By Ruby Tandoh
There’s a bubble-tea store I go to in London – a small Taiwanese place that always has a queue out the door. The infusions tend towards grounded beiges and browns: bu zhi chun oolong tea; over-steeped Ceylon tea with milk and dark sugar syrup; an Earl Grey latte. If you get your tea with tapioca bubbles, you’ll find they’re made to a diameter of precisely 85mm, which is exactly the right width to slip through the straw. My order of choice is the milk tea with roasted buckwheat – a Ceylon blend that’s rounded out with soft, nutty undertones of soba. I get it with extra tapioca pearls, standard ice, standard sweetness.
Sometimes, instead of going for coffee, I take friends here. For the people who don’t know how much they’re going to love bubble tea, it can be a lot. Bubble tea isn’t one thing, it’s an umbrella term for a miscellany of Instagrammable drinks, many of which don’t have tea, milk, or even tapioca pearls. They can be fruit-based, or blended milk with chestnut purée, or high-concept versions made from scratch with oolong and hand-rolled pearls. You choose a base tea, add-ins, sugar and ice levels, milk types and whether or not to get a top of sweet-salty cheese cream – a thick, plush foam head, which gives black tea the visuals of a pint of Guinness. Depending on the drink, you can choose hot or cold. The permutations are seemingly endless – even the most seasoned off-menu Starbucks drink aficionados can get overwhelmed by up to a thousand possible routes through the menu.
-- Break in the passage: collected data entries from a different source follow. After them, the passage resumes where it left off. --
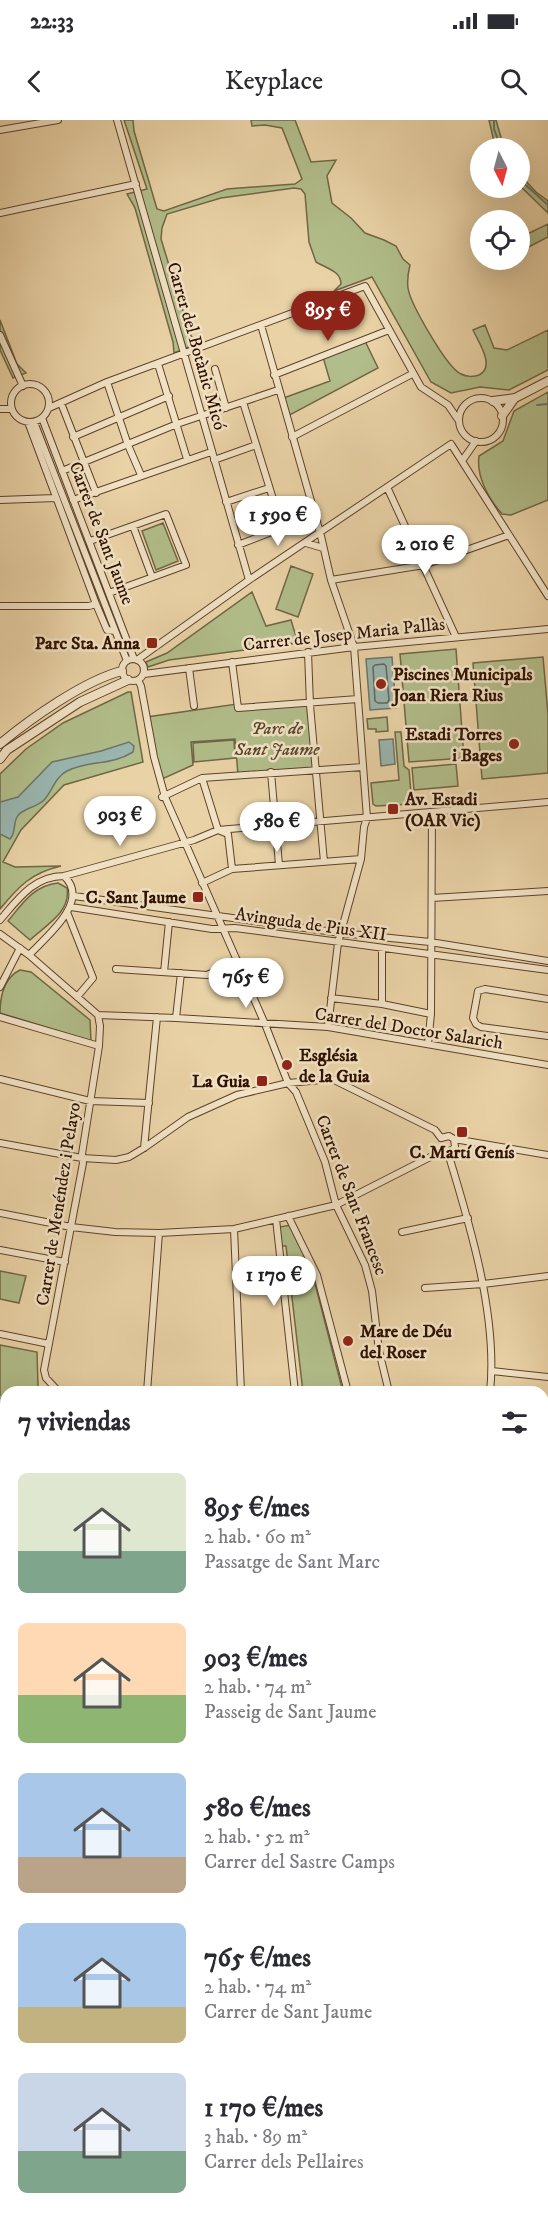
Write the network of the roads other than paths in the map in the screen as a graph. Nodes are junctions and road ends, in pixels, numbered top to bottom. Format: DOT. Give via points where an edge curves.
graph roads {
  1 [pos="58,120"];
  2 [pos="117,120"];
  3 [pos="0,130"];
  4 [pos="136,184"];
  5 [pos="0,213"];
  6 [pos="261,325"];
  7 [pos="389,330"];
  8 [pos="0,334"];
  9 [pos="185,353"];
  10 [pos="158,363"];
  11 [pos="215,369"];
  12 [pos="412,374"];
  13 [pos="274,375"];
  14 [pos="548,381"];
  15 [pos="107,382"];
  16 [pos="23,386"];
  17 [pos="278,390"];
  18 [pos="169,396"];
  19 [pos="515,398"];
  20 [pos="493,401"];
  21 [pos="243,402"];
  22 [pos="61,403"];
  23 [pos="466,404"];
  24 [pos="448,405"];
  25 [pos="49,408"];
  26 [pos="226,408"];
  27 [pos="0,409"];
  28 [pos="12,409"];
  29 [pos="202,416"];
  30 [pos="502,416"];
  31 [pos="118,417"];
  32 [pos="42,418"];
  33 [pos="459,421"];
  34 [pos="31,422"];
  35 [pos="177,424"];
  36 [pos="73,436"];
  37 [pos="292,437"];
  38 [pos="476,441"];
  39 [pos="128,445"];
  40 [pos="256,445"];
  41 [pos="211,452"];
  42 [pos="187,459"];
  43 [pos="214,460"];
  44 [pos="462,461"];
  45 [pos="84,463"];
  46 [pos="62,471"];
  47 [pos="141,475"];
  48 [pos="387,487"];
  49 [pos="269,488"];
  50 [pos="96,493"];
  51 [pos="55,498"];
  52 [pos="0,500"];
  53 [pos="73,500"];
  54 [pos="226,502"];
  55 [pos="133,526"];
  56 [pos="320,533"];
  57 [pos="509,535"];
  58 [pos="90,541"];
  59 [pos="306,543"];
  60 [pos="238,545"];
  61 [pos="323,548"];
  62 [pos="424,564"];
  63 [pos="152,578"];
  64 [pos="548,579"];
  65 [pos="249,580"];
  66 [pos="331,580"];
  67 [pos="540,584"];
  68 [pos="109,593"];
  69 [pos="548,596"];
  70 [pos="96,604"];
  71 [pos="0,606"];
  72 [pos="548,629"];
  73 [pos="115,631"];
  74 [pos="456,637"];
  75 [pos="354,647"];
  76 [pos="308,652"];
  77 [pos="133,660"];
  78 [pos="232,662"];
  79 [pos="189,668"];
  80 [pos="122,671"];
  81 [pos="144,674"];
  82 [pos="128,680"];
  83 [pos="138,681"];
  84 [pos="358,699"];
  85 [pos="312,702"];
  86 [pos="194,706"];
  87 [pos="0,744"];
  88 [pos="0,759"];
  89 [pos="363,766"];
  90 [pos="317,771"];
  91 [pos="271,772"];
  92 [pos="202,778"];
  93 [pos="163,797"];
  94 [pos="548,802"];
  95 [pos="432,812"];
  96 [pos="367,818"];
  97 [pos="321,821"];
  98 [pos="275,824"];
  99 [pos="218,830"];
  100 [pos="184,841"];
  101 [pos="361,859"];
  102 [pos="324,862"];
  103 [pos="279,865"];
  104 [pos="232,869"];
  105 [pos="64,876"];
  106 [pos="202,883"];
  107 [pos="548,891"];
  108 [pos="74,896"];
  109 [pos="432,898"];
  110 [pos="69,910"];
  111 [pos="216,915"];
  112 [pos="0,921"];
  113 [pos="169,922"];
  114 [pos="222,927"];
  115 [pos="341,933"];
  116 [pos="0,936"];
  117 [pos="430,942"];
  118 [pos="338,943"];
  119 [pos="20,948"];
  120 [pos="382,950"];
  121 [pos="29,955"];
  122 [pos="430,956"];
  123 [pos="548,961"];
  124 [pos="238,962"];
  125 [pos="116,969"];
  126 [pos="548,970"];
  127 [pos="164,972"];
  128 [pos="181,973"];
  129 [pos="0,987"];
  130 [pos="77,997"];
  131 [pos="331,998"];
  132 [pos="548,999"];
  133 [pos="382,1004"];
  134 [pos="430,1014"];
  135 [pos="98,1015"];
  136 [pos="0,1017"];
  137 [pos="157,1017"];
  138 [pos="176,1018"];
  139 [pos="265,1024"];
  140 [pos="328,1028"];
  141 [pos="548,1036"];
  142 [pos="428,1044"];
  143 [pos="99,1047"];
  144 [pos="548,1065"];
  145 [pos="0,1079"];
  146 [pos="288,1083"];
  147 [pos="90,1101"];
  148 [pos="149,1103"];
  149 [pos="441,1138"];
  150 [pos="454,1139"];
  151 [pos="0,1143"];
  152 [pos="144,1148"];
  153 [pos="445,1152"];
  154 [pos="548,1155"];
  155 [pos="82,1158"];
  156 [pos="336,1205"];
  157 [pos="0,1213"];
  158 [pos="288,1216"];
  159 [pos="468,1218"];
  160 [pos="276,1219"];
  161 [pos="71,1227"];
  162 [pos="234,1228"];
  163 [pos="402,1232"];
  164 [pos="159,1233"];
  165 [pos="0,1250"];
  166 [pos="65,1262"];
  167 [pos="548,1276"];
  168 [pos="483,1284"];
  169 [pos="425,1288"];
  170 [pos="0,1334"];
  171 [pos="49,1344"];
  172 [pos="492,1371"];
  173 [pos="548,1377"];
  174 [pos="54,1386"];
  175 [pos="147,1386"];
  176 [pos="241,1386"];
  177 [pos="294,1386"];
  178 [pos="346,1386"];
  179 [pos="388,1386"];
  180 [pos="491,1386"];
  1 -- 3 [label="street"];
  2 -- 4 [label="street, Carrer del Botànic Micó"];
  4 -- 5 [label="street"];
  4 -- 9 [label="street, Carrer del Botànic Micó"];
  6 -- 7 [label="street" via="365,286"];
  6 -- 9 [label="street"];
  6 -- 13 [label="street"];
  7 -- 12 [label="street"];
  7 -- 13 [label="street"];
  8 -- 16 [label="street"];
  9 -- 10 [label="street"];
  9 -- 29 [label="street, Carrer del Botànic Micó"];
  10 -- 15 [label="street"];
  10 -- 18 [label="street"];
  11 -- 26 [label="street"];
  12 -- 24 [label="street" via="421,387"];
  12 -- 37 [label="street"];
  13 -- 17 [label="street"];
  14 -- 19 [label="street"];
  15 -- 22 [label="street"];
  15 -- 31 [label="street"];
  16 -- 25 [label="street" via="30,384 43,390"];
  16 -- 28 [label="street" via="13,396"];
  17 -- 21 [label="street"];
  17 -- 37 [label="street"];
  18 -- 31 [label="street"];
  18 -- 35 [label="street"];
  19 -- 20 [label="street"];
  19 -- 30 [label="street"];
  20 -- 23 [label="street" via="476,398"];
  20 -- 30 [label="street"];
  21 -- 26 [label="street"];
  21 -- 40 [label="street"];
  22 -- 25 [label="street"];
  22 -- 36 [label="street"];
  23 -- 24 [label="street"];
  23 -- 33 [label="street"];
  24 -- 33 [label="street"];
  25 -- 32 [label="street"];
  26 -- 29 [label="street"];
  27 -- 28 [label="street"];
  28 -- 34 [label="street" via="19,418"];
  29 -- 35 [label="street"];
  29 -- 41 [label="street, Carrer del Botànic Micó"];
  30 -- 38 [label="street" via="496,436"];
  31 -- 36 [label="street"];
  31 -- 39 [label="street"];
  32 -- 34 [label="street"];
  32 -- 46 [label="street, Carrer de Sant Jaume"];
  33 -- 38 [label="street" via="466,436"];
  34 -- 51 [label="street, Carrer de Sant Jaume"];
  34 -- 73 [label="street, Carrer de Sant Jaume"];
  35 -- 39 [label="street"];
  35 -- 42 [label="street"];
  36 -- 45 [label="street"];
  37 -- 56 [label="street"];
  38 -- 44 [label="street"];
  39 -- 45 [label="street"];
  39 -- 47 [label="street"];
  40 -- 43 [label="street"];
  40 -- 49 [label="street"];
  41 -- 42 [label="street"];
  41 -- 43 [label="street, Carrer del Botànic Micó"];
  42 -- 47 [label="street"];
  43 -- 54 [label="street, Carrer del Botànic Micó"];
  44 -- 48 [label="street" via="451,444"];
  44 -- 57 [label="street"];
  45 -- 46 [label="street"];
  45 -- 50 [label="street"];
  46 -- 53 [label="street, Carrer de Sant Jaume"];
  47 -- 50 [label="street"];
  48 -- 56 [label="street"];
  48 -- 62 [label="street"];
  49 -- 54 [label="street"];
  49 -- 60 [label="street" via="282,528"];
  50 -- 53 [label="street"];
  51 -- 52 [label="street"];
  51 -- 70 [label="street, Carrer de Sant Jaume"];
  53 -- 58 [label="street, Carrer de Sant Jaume"];
  54 -- 60 [label="street, Carrer del Botànic Micó"];
  55 -- 58 [label="street"];
  55 -- 63 [label="street"];
  55 -- 63 [label="street" via="166,514 186,565"];
  56 -- 59 [label="street"];
  56 -- 61 [label="street"];
  57 -- 62 [label="street"];
  57 -- 67 [label="street"];
  58 -- 68 [label="street, Carrer de Sant Jaume"];
  59 -- 61 [label="street"];
  59 -- 65 [label="street"];
  60 -- 65 [label="street, Carrer del Botànic Micó"];
  61 -- 66 [label="street"];
  62 -- 66 [label="street"];
  62 -- 74 [label="street"];
  63 -- 68 [label="street"];
  64 -- 67 [label="street"];
  65 -- 77 [label="street"];
  66 -- 75 [label="street"];
  67 -- 69 [label="street"];
  68 -- 77 [label="street, Carrer de Sant Jaume"];
  70 -- 71 [label="street"];
  70 -- 73 [label="street, Carrer de Sant Jaume" via="107,630"];
  72 -- 74 [label="street, Carrer de Josep Maria Pallàs"];
  73 -- 77 [label="street, Carrer de Sant Jaume"];
  74 -- 75 [label="street, Carrer de Josep Maria Pallàs"];
  75 -- 76 [label="street, Carrer de Josep Maria Pallàs"];
  75 -- 84 [label="street"];
  76 -- 78 [label="street, Carrer de Josep Maria Pallàs"];
  76 -- 85 [label="street"];
  77 -- 80 [label="street"];
  77 -- 81 [label="street" via="143,666"];
  78 -- 79 [label="street, Carrer de Josep Maria Pallàs"];
  78 -- 85 [label="street" via="238,708"];
  79 -- 81 [label="street, Carrer de Josep Maria Pallàs"];
  79 -- 86 [label="street"];
  80 -- 82 [label="street"];
  80 -- 87 [label="street" via="74,692"];
  81 -- 83 [label="street"];
  82 -- 83 [label="street"];
  82 -- 88 [label="street" via="80,702 7,750"];
  83 -- 93 [label="street"];
  84 -- 85 [label="street"];
  84 -- 89 [label="street"];
  85 -- 90 [label="street"];
  89 -- 90 [label="street"];
  89 -- 96 [label="street"];
  90 -- 91 [label="street"];
  90 -- 97 [label="street"];
  91 -- 92 [label="street"];
  91 -- 98 [label="street"];
  92 -- 93 [label="street"];
  92 -- 99 [label="street"];
  93 -- 100 [label="street"];
  94 -- 95 [label="street"];
  95 -- 96 [label="street"];
  95 -- 109 [label="street"];
  96 -- 97 [label="street"];
  96 -- 101 [label="street"];
  97 -- 98 [label="street"];
  97 -- 102 [label="street"];
  98 -- 99 [label="street"];
  98 -- 103 [label="street"];
  99 -- 100 [label="street"];
  99 -- 104 [label="street" via="228,834"];
  100 -- 105 [label="street"];
  100 -- 106 [label="street"];
  101 -- 102 [label="street"];
  101 -- 115 [label="street"];
  102 -- 103 [label="street"];
  103 -- 104 [label="street"];
  104 -- 106 [label="street"];
  105 -- 108 [label="street"];
  105 -- 112 [label="street" via="52,876 34,884"];
  106 -- 111 [label="street"];
  107 -- 109 [label="street"];
  108 -- 110 [label="street"];
  108 -- 111 [label="street, Avinguda de Pius XII"];
  109 -- 117 [label="street"];
  110 -- 113 [label="street, Avinguda de Pius XII"];
  110 -- 121 [label="street"];
  110 -- 130 [label="street" via="93,978"];
  111 -- 114 [label="street"];
  111 -- 115 [label="street, Avinguda de Pius XII"];
  113 -- 114 [label="street, Avinguda de Pius XII"];
  113 -- 127 [label="street"];
  114 -- 118 [label="street, Avinguda de Pius XII"];
  114 -- 124 [label="street"];
  115 -- 117 [label="street, Avinguda de Pius XII"];
  115 -- 118 [label="street"];
  116 -- 119 [label="street"];
  117 -- 122 [label="street"];
  117 -- 123 [label="street, Avinguda de Pius XII"];
  118 -- 120 [label="street, Avinguda de Pius XII"];
  118 -- 131 [label="street"];
  119 -- 121 [label="street"];
  119 -- 129 [label="street"];
  120 -- 122 [label="street, Avinguda de Pius XII"];
  120 -- 133 [label="street"];
  121 -- 130 [label="street"];
  122 -- 126 [label="street, Avinguda de Pius XII"];
  122 -- 134 [label="street"];
  124 -- 128 [label="street" via="207,975"];
  124 -- 139 [label="street"];
  125 -- 127 [label="street"];
  127 -- 128 [label="street"];
  128 -- 138 [label="street"];
  130 -- 135 [label="street"];
  131 -- 133 [label="street"];
  131 -- 140 [label="street"];
  132 -- 141 [label="street" via="485,989 478,991 473,1018 481,1027"];
  133 -- 134 [label="street"];
  134 -- 142 [label="street"];
  135 -- 137 [label="street, Carrer del Doctor Salarich"];
  135 -- 143 [label="street, Carrer de Menéndez i Pelayo"];
  136 -- 143 [label="street"];
  137 -- 138 [label="street, Carrer del Doctor Salarich"];
  137 -- 148 [label="street"];
  138 -- 139 [label="street, Carrer del Doctor Salarich"];
  139 -- 140 [label="street, Carrer del Doctor Salarich"];
  139 -- 146 [label="street"];
  140 -- 142 [label="street, Carrer del Doctor Salarich"];
  142 -- 144 [label="street, Carrer del Doctor Salarich"];
  143 -- 147 [label="street, Carrer de Menéndez i Pelayo"];
  145 -- 147 [label="street"];
  146 -- 149 [label="street" via="332,1079 435,1130"];
  146 -- 152 [label="street" via="211,1105"];
  146 -- 156 [label="street, Carrer de Sant Francesc" via="296,1092 325,1162"];
  147 -- 148 [label="street"];
  147 -- 155 [label="street, Carrer de Menéndez i Pelayo"];
  148 -- 152 [label="street"];
  149 -- 150 [label="street" via="446,1135"];
  149 -- 153 [label="street" via="438,1146"];
  150 -- 153 [label="street" via="455,1147"];
  150 -- 154 [label="street"];
  151 -- 155 [label="street"];
  152 -- 155 [label="street" via="116,1160"];
  153 -- 156 [label="street"];
  153 -- 159 [label="street"];
  155 -- 161 [label="street, Carrer de Menéndez i Pelayo"];
  156 -- 158 [label="street"];
  156 -- 179 [label="street, Carrer de Sant Francesc" via="365,1265"];
  157 -- 161 [label="street"];
  158 -- 160 [label="street"];
  158 -- 178 [label="street" via="317,1275"];
  159 -- 163 [label="street"];
  159 -- 168 [label="street"];
  160 -- 162 [label="street"];
  160 -- 177 [label="street"];
  161 -- 164 [label="street"];
  161 -- 166 [label="street, Carrer de Menéndez i Pelayo"];
  162 -- 164 [label="street"];
  162 -- 176 [label="street"];
  164 -- 175 [label="street"];
  165 -- 166 [label="street"];
  166 -- 171 [label="street, Carrer de Menéndez i Pelayo"];
  167 -- 168 [label="street"];
  168 -- 169 [label="street"];
  168 -- 172 [label="street"];
  170 -- 171 [label="street"];
  171 -- 174 [label="street, Carrer de Menéndez i Pelayo" via="45,1375"];
  172 -- 173 [label="street"];
  172 -- 180 [label="street"];
}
So, when they want to play it safe, I tell my friends to get the brown sugar boba milk tea – the archetypal iteration, the bubble-tea-emoji bubble tea. The milk tea is brewed to the colour of a manila envelope. It is served cold. Inside you will find the plump, brown-black tapioca pearls – also called bubbles, or boba – that have become the drink’s leitmotif.